Work instructions ▸ Among the entries below, how many lines include the string "OAKBURN"? Answer with only the number.

Source material ▸
= Beginning of Section =

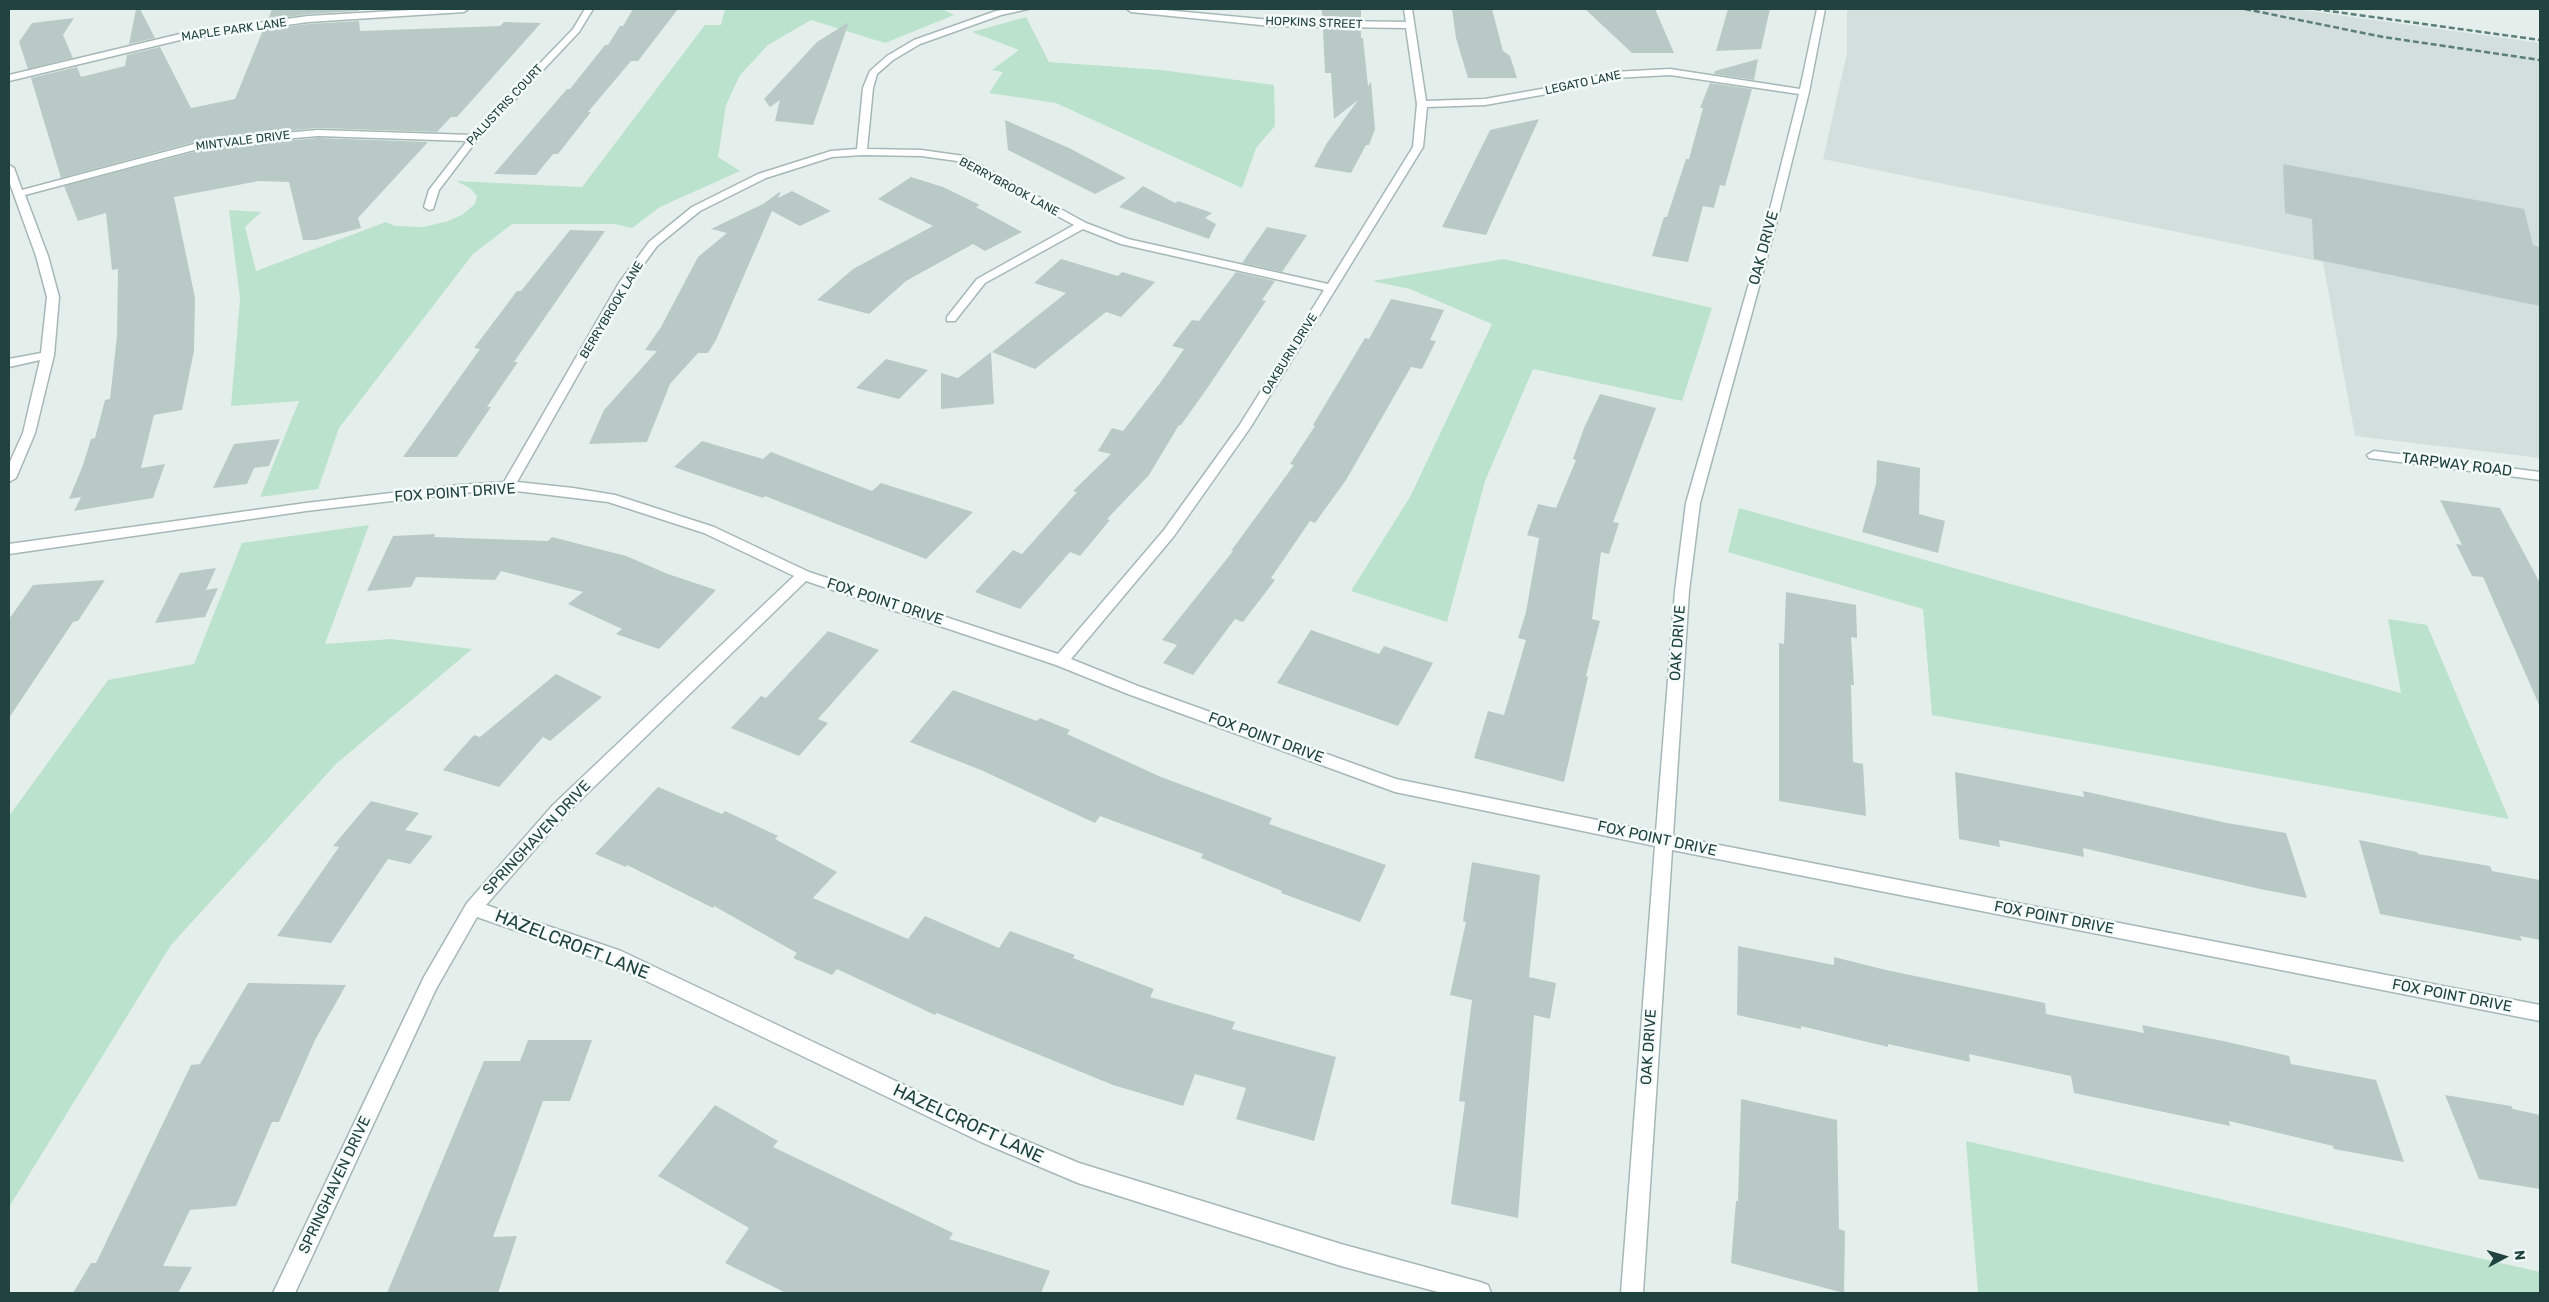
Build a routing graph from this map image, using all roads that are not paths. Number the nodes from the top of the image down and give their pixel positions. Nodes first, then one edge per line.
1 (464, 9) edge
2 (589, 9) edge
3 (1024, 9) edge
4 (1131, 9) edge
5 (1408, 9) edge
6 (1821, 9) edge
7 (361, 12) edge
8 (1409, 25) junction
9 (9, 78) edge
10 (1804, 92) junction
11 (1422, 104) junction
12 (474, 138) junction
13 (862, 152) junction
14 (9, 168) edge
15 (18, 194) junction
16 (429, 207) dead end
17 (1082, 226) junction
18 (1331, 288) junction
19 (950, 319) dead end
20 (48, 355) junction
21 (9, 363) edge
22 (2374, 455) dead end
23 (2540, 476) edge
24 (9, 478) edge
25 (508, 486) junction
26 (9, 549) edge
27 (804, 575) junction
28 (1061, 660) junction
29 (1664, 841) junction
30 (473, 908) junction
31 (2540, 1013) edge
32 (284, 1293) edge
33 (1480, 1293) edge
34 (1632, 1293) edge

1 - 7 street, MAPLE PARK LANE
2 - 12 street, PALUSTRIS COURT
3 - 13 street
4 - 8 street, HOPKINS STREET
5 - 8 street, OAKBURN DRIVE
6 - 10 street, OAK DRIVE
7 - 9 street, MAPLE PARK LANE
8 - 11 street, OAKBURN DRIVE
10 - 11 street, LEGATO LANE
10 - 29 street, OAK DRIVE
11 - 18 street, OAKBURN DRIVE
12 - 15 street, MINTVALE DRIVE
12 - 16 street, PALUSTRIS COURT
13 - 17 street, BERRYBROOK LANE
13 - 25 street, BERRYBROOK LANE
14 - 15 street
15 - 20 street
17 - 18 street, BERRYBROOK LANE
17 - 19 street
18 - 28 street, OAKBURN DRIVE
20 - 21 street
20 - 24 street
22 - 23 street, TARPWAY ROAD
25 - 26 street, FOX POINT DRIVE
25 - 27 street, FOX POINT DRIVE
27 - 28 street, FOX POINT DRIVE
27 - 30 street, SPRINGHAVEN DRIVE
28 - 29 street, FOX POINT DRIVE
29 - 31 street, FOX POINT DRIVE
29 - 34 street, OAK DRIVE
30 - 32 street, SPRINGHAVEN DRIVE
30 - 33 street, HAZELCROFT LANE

= End of Section =

Task solution ▸ 4